Dear all,
I have been coding in Scala professionally for over a year. In that time, there is
one pattern in particular that keeps popping up and I would like to know if anybody
else has seen it and how they deal with it:
1. there is some very cheap rule for generating a starting state
2. we have to perform some costly mapping to each state
3. there is a filtering or reduction step
This is trivial: it's just a variation of MapReduce with a generation step, e.g.
(1 until 100).map(_ * 2).reduce(_ + _)
and we can perform our "expensive" map in parallel
(1 until 100).par.map(_ * 2).reduce(_ + _)
However, throw in this spanner and it gets interesting:
4. there are far too many states to store them all
(1 until Int.MaxValue).map(_ * 2).reduce(_ + _)
--> Human sacrifice, dogs and cats living together... mass hysteria!
(and, most certainly, OutOfMemoryError)
Of course, the way to get around the OOM is to implement a custom
Iterator/TraversableOnce: it is memory-less and will allow the
garbage collector to clean up older elements as we go.
However, there is no simple way (that I know of) to wrap an Iterator as a
GenIterable/ParIterable, which would allow the map to occur in parallel.

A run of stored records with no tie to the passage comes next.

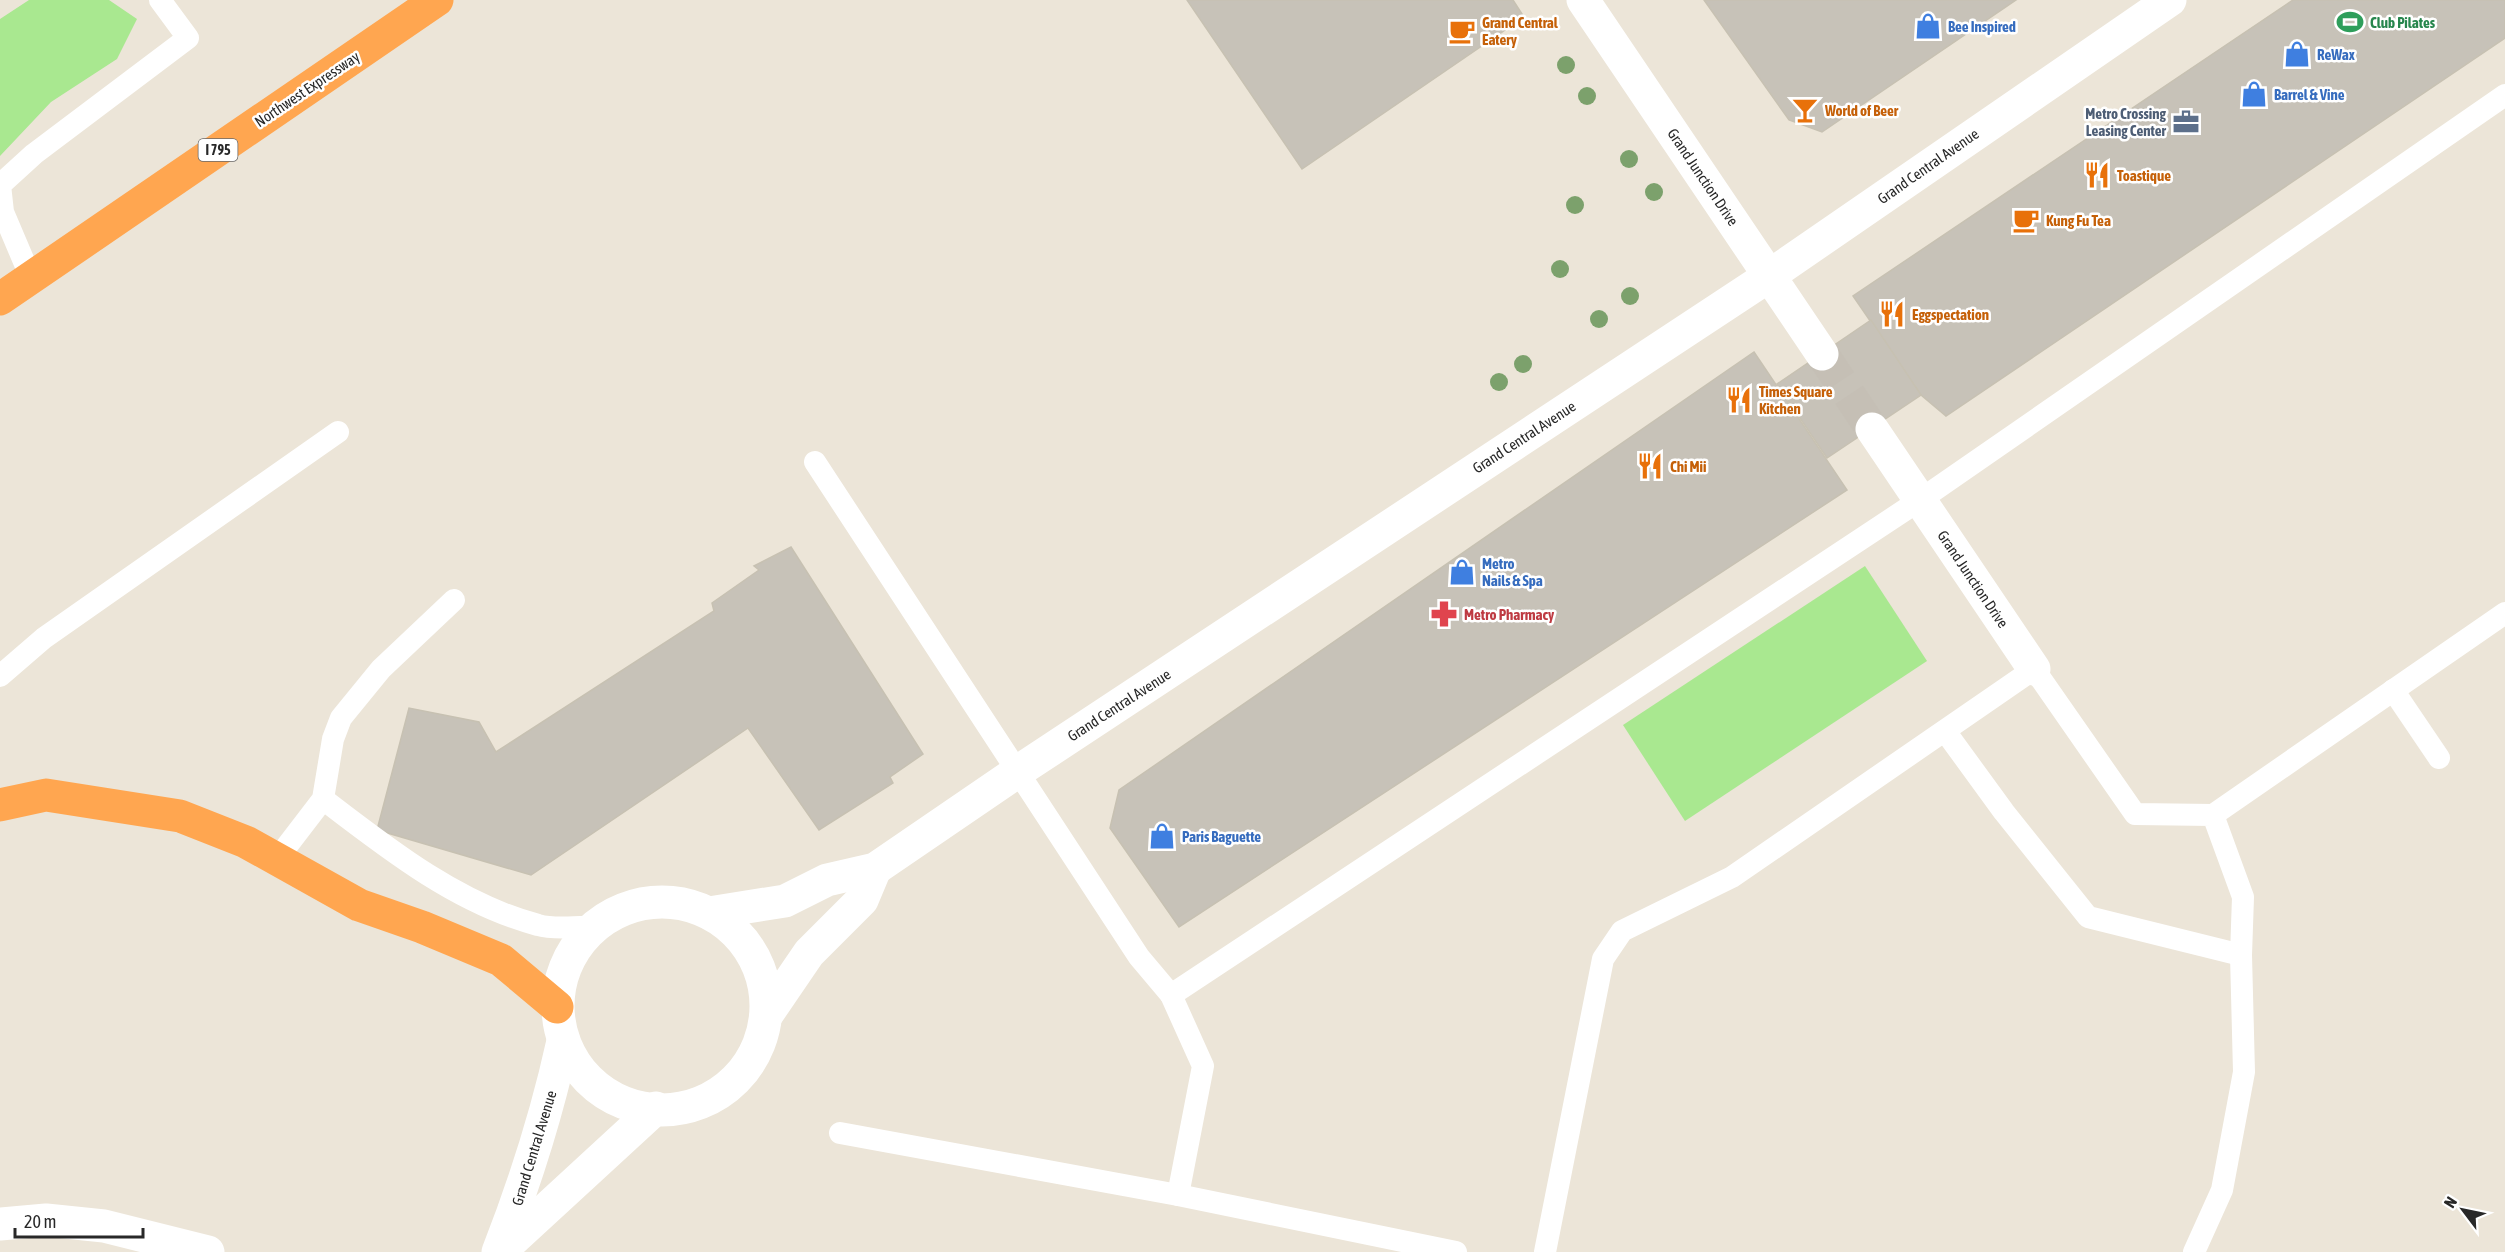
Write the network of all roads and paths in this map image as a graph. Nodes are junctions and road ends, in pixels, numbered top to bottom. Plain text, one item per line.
1 (160, 0) edge
2 (436, 0) edge
3 (1583, 0) edge
4 (2170, 0) edge
5 (2505, 95) edge
6 (1769, 276) junction
7 (31, 278) junction
8 (0, 299) edge
9 (1822, 354) tunnel mouth
10 (1872, 429) tunnel mouth
11 (338, 432) dead end
12 (815, 462) dead end
13 (1920, 500) junction
14 (454, 600) dead end
15 (2505, 613) edge
16 (2034, 669) junction
17 (0, 676) edge
18 (2393, 690) junction
19 (1946, 730) junction
20 (2439, 758) dead end
21 (1017, 772) junction
22 (323, 799) junction
23 (0, 804) edge
24 (2213, 815) junction
25 (277, 859) junction
26 (876, 869) junction
27 (709, 913) junction
28 (593, 927) junction
29 (2241, 955) junction
30 (1171, 995) junction
31 (557, 1007) junction
32 (766, 1016) junction
33 (564, 1041) junction
34 (656, 1108) junction
35 (840, 1133) dead end
36 (1178, 1195) junction
37 (0, 1224) edge
38 (208, 1252) edge
39 (499, 1252) edge
40 (1456, 1252) edge
41 (1545, 1252) edge
42 (2194, 1252) edge

1 - 7 lane
2 - 7 highway, Northwest Expressway / I 795
3 - 6 street, Grand Junction Drive
4 - 6 street, Grand Central Avenue
5 - 13 lane
6 - 9 street, Grand Junction Drive
6 - 21 street, Grand Central Avenue
7 - 8 highway, Northwest Expressway / I 795
10 - 13 street, Grand Junction Drive
11 - 17 lane
12 - 21 lane
13 - 16 street, Grand Junction Drive
13 - 30 lane
14 - 22 lane
15 - 18 lane
16 - 19 lane
16 - 24 lane
18 - 20 lane
18 - 24 lane
19 - 29 lane
19 - 41 lane
21 - 26 street, Grand Central Avenue
21 - 30 lane
22 - 25 lane
22 - 28 lane
23 - 25 highway
24 - 29 lane
25 - 31 highway
26 - 27 street, Grand Central Avenue
26 - 32 street, Grand Central Avenue
27 - 28 street, Grand Central Avenue
27 - 32 street, Grand Central Avenue
28 - 31 street, Grand Central Avenue
29 - 42 lane
30 - 36 lane
31 - 33 street, Grand Central Avenue
32 - 34 street, Grand Central Avenue
33 - 34 street, Grand Central Avenue
33 - 39 street, Grand Central Avenue
34 - 39 street, Grand Central Avenue
35 - 36 lane
36 - 40 lane
37 - 38 street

Arguably, the correct solution is to use Akka. An actor to generate and gather results
(ensuring only X states are currently being processed), and a heavily distributed Actor
that does the expensive piece, and another that does the reduction
(with failure handling so that nothing gets lost, etc, etc)

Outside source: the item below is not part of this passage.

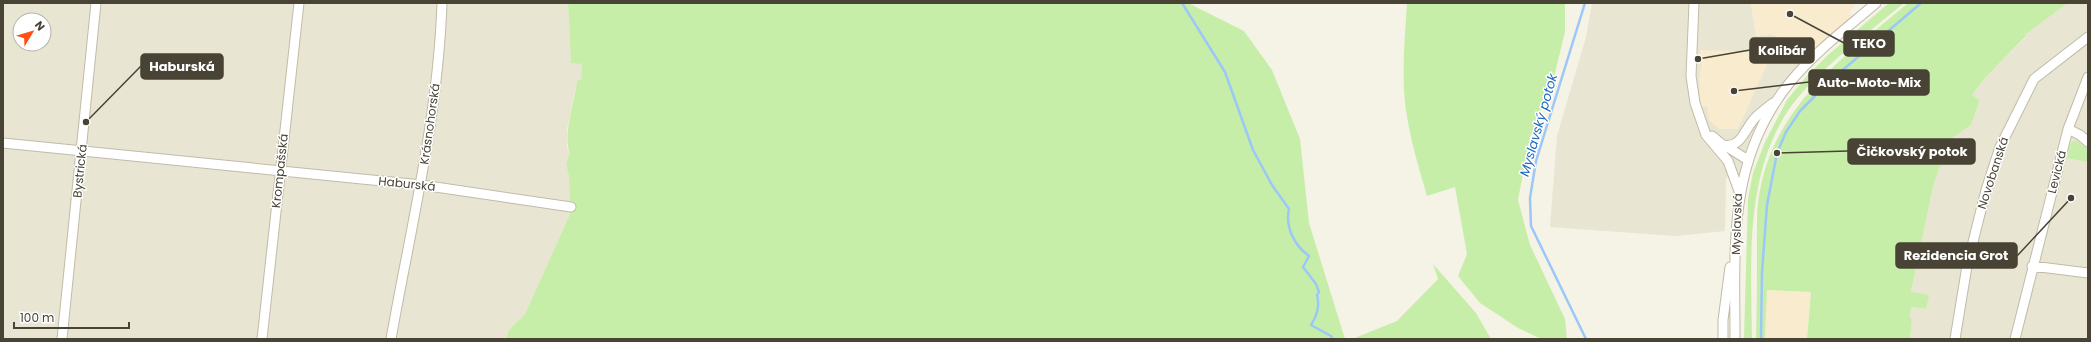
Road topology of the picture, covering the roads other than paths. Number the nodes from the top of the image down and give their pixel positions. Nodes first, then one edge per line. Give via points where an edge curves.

But using Akka incurs a lot of code and setup, which is only really feasible if the project
is already making heavy use of Akka (and perhaps overkill in any case).

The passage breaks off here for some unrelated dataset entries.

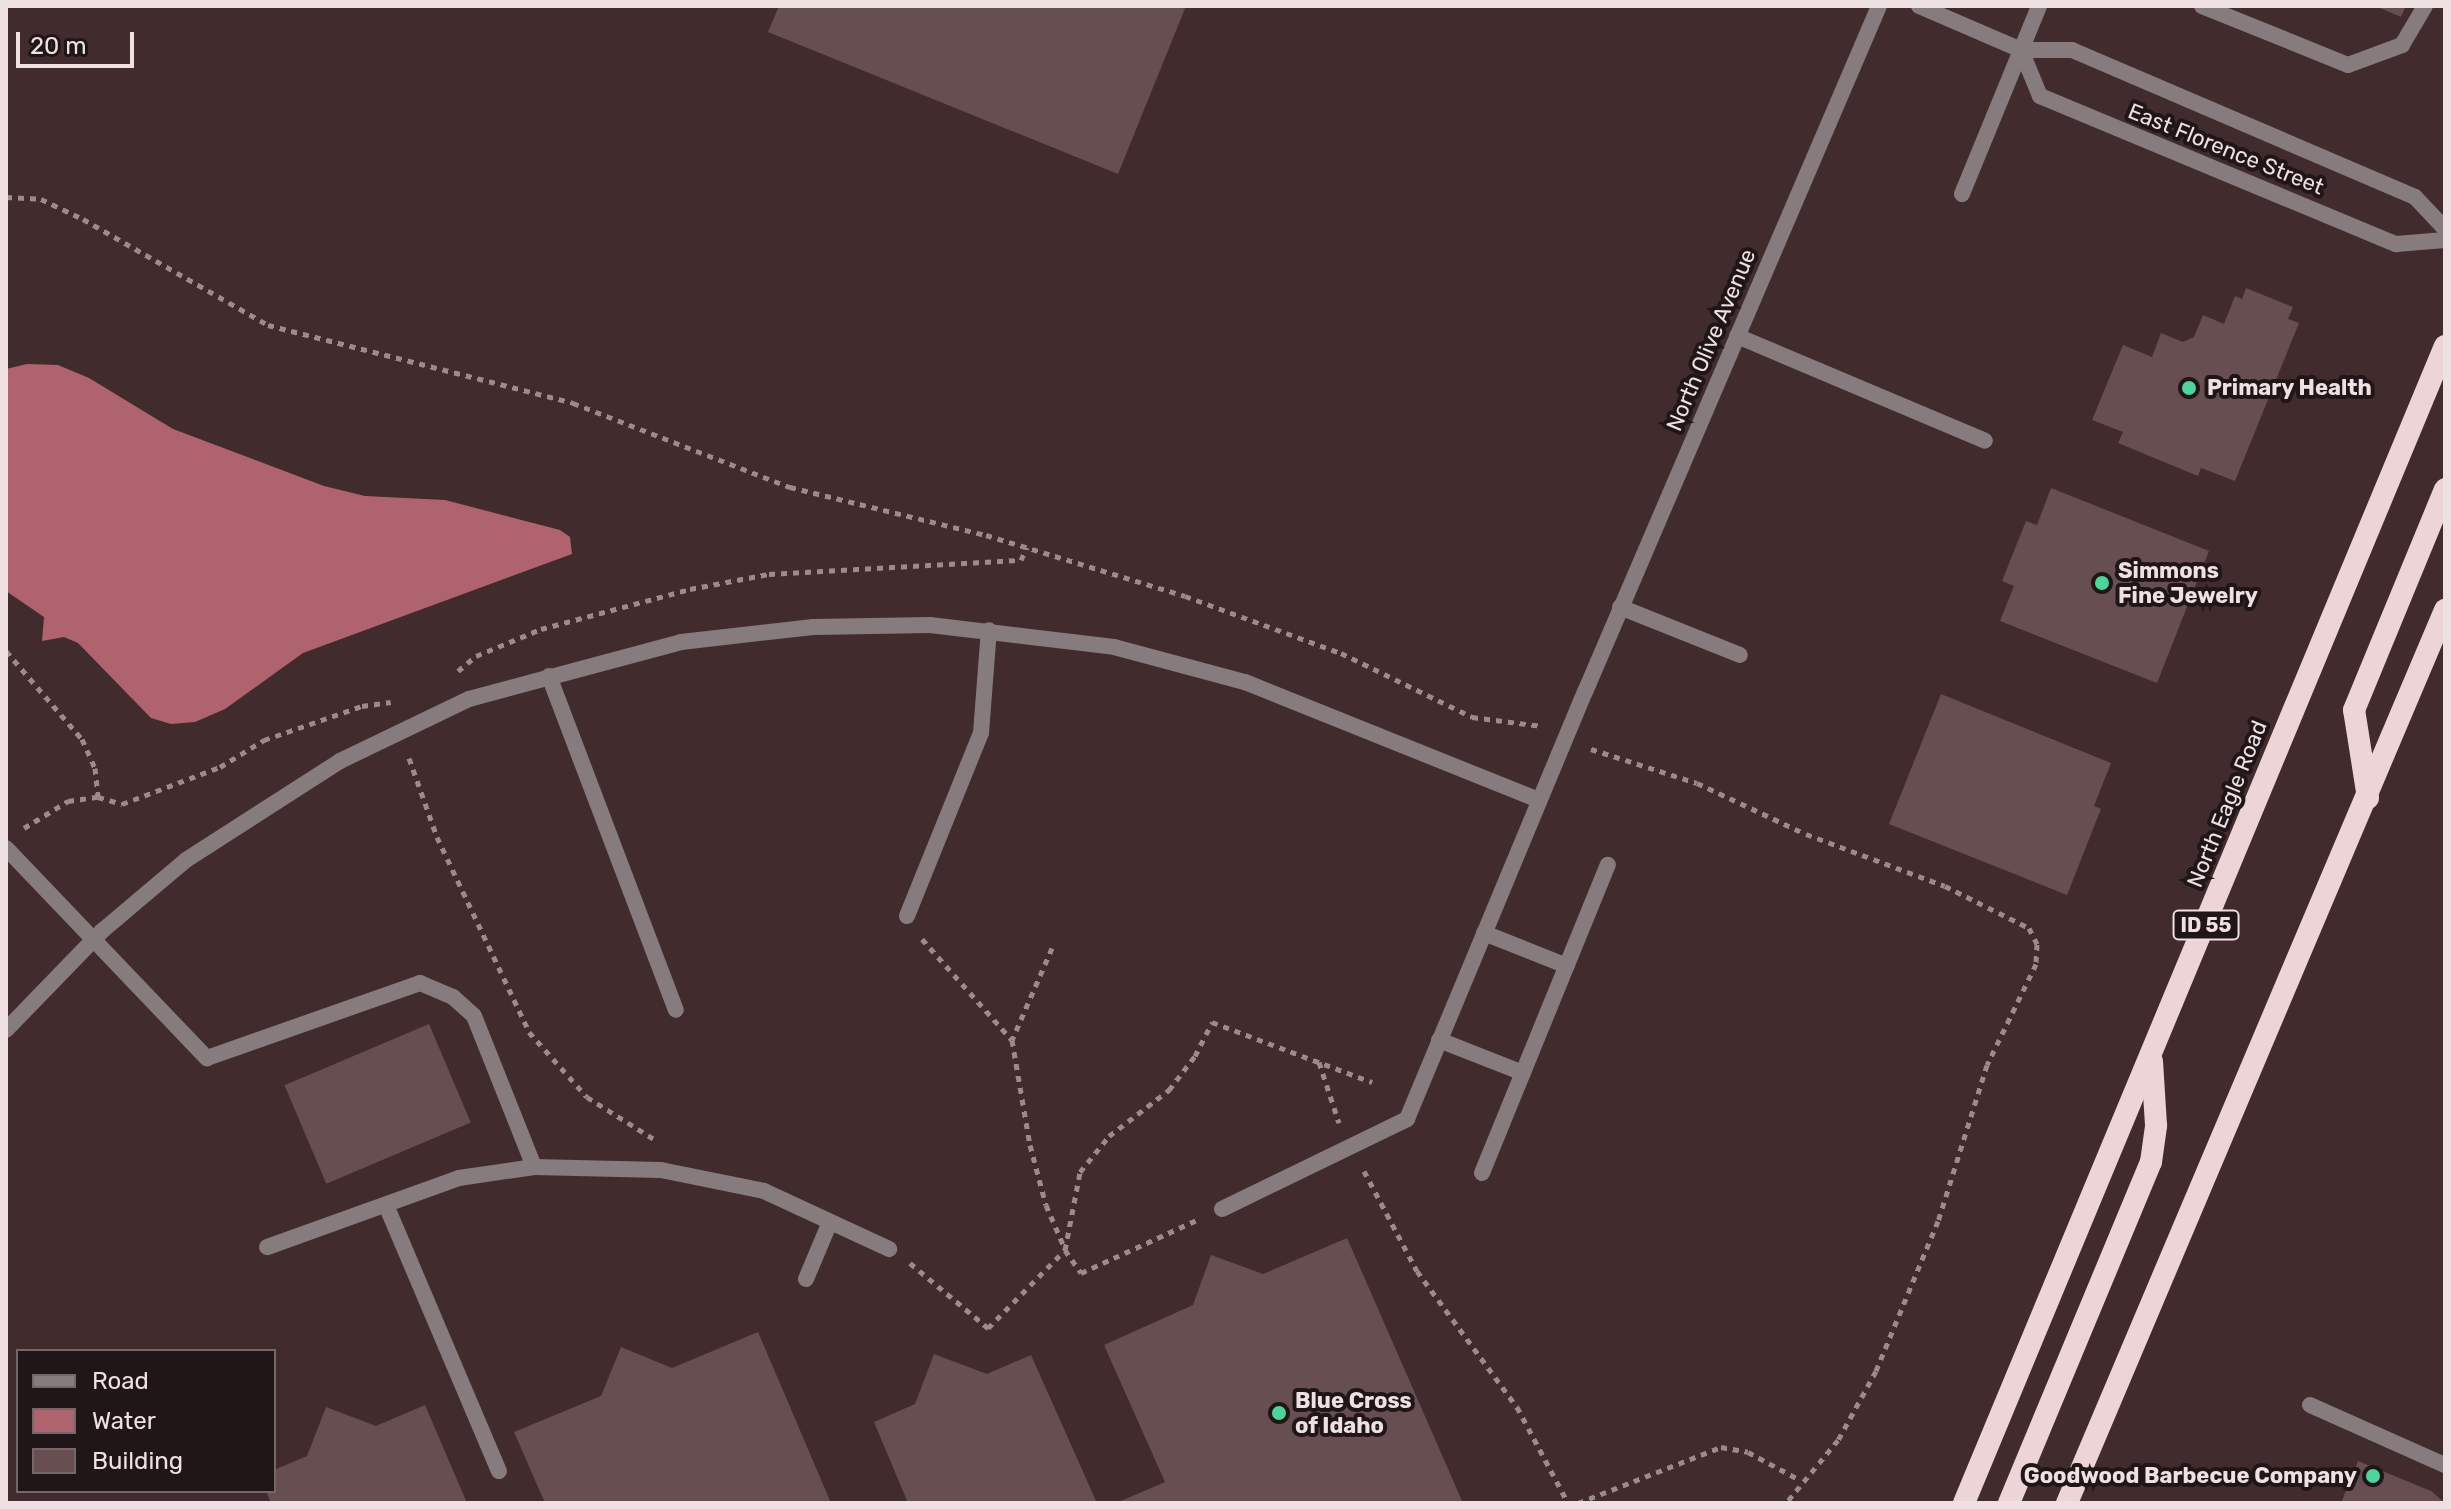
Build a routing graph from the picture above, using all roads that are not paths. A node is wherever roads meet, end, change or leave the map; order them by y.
1 (1879, 6) edge
2 (1919, 6) edge
3 (2039, 6) edge
4 (2202, 6) edge
5 (2425, 6) edge
6 (2021, 50) junction
7 (1962, 194) dead end
8 (2445, 229) edge
9 (2445, 240) edge
10 (1737, 336) junction
11 (2445, 346) edge
12 (1985, 441) dead end
13 (2445, 489) edge
14 (1620, 607) junction
15 (2445, 610) edge
16 (989, 630) junction
17 (1740, 655) dead end
18 (549, 676) junction
19 (1539, 800) junction
20 (2368, 800) junction
21 (10, 842) edge
22 (1608, 865) dead end
23 (907, 916) road end
24 (1484, 933) junction
25 (92, 941) junction
26 (1567, 966) junction
27 (676, 1010) dead end
28 (6, 1030) edge
29 (1439, 1040) junction
30 (2151, 1056) junction
31 (1523, 1073) junction
32 (534, 1167) junction
33 (1482, 1173) dead end
34 (386, 1205) junction
35 (1222, 1209) road end
36 (830, 1222) junction
37 (267, 1247) dead end
38 (889, 1249) road end
39 (806, 1279) dead end
40 (2310, 1405) dead end
41 (2445, 1465) edge
42 (499, 1471) dead end
43 (1964, 1503) edge
44 (2009, 1503) edge
45 (2067, 1503) edge

1 - 10 street, North Olive Avenue
2 - 6 street, East Florence Street
3 - 6 street
4 - 5 street
6 - 7 street
6 - 8 street, East Florence Street
6 - 9 street, East Florence Street
10 - 12 street
10 - 14 street, North Olive Avenue
11 - 30 highway, North Eagle Road / ID 55
13 - 20 highway
14 - 17 street
14 - 19 street, North Olive Avenue
15 - 20 highway
16 - 18 street
16 - 19 street
16 - 23 street
18 - 25 street
18 - 27 street
19 - 24 street, North Olive Avenue
20 - 45 highway
21 - 25 street
22 - 26 street
24 - 26 street
24 - 29 street, North Olive Avenue
25 - 28 street
25 - 32 street
26 - 31 street
29 - 31 street
29 - 35 street, North Olive Avenue
30 - 43 highway, North Eagle Road / ID 55
30 - 44 highway
31 - 33 street
32 - 34 street
32 - 36 street
34 - 37 street
34 - 42 street
36 - 38 street
36 - 39 street
40 - 41 street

What I'd really like to have would be a way to get the same benefits as .par gives
me for solid Collection implementations, e.g.
val myIterator = new MyLazyForgetfulIterator
parallelIterable(myIterator).map(_ * 2).reduce(_ + _)
I can imagine how this might work: invocations of `map` would grab N states from
the underlying Iterator (N defining the buffer size, controlling maximum memory
usage) and apply a Future map to all of them, putting the results into a buffer.
When `next` is called, the head of the buffered futures would be popped and a new
Future-mapped state would be pushed to the end. The next method would block until the
Future finishes (without the buffer, the map step would block anyway, but at least this way
it has a little bit of a head start) and return the result. So long as the next is being called fast
enough, there can be as many as N Futures on the go.
But this sounds like a recipe for a bug-ridden piece of code that probably doesn't
handle all the other things that Iterable is supposed to handle, so I've not been inclined
to write it yet.
I'd really appreciate this groups thoughts (both on this suggested implementation, and
other alternatives I've not covered).
Best regards,
Sam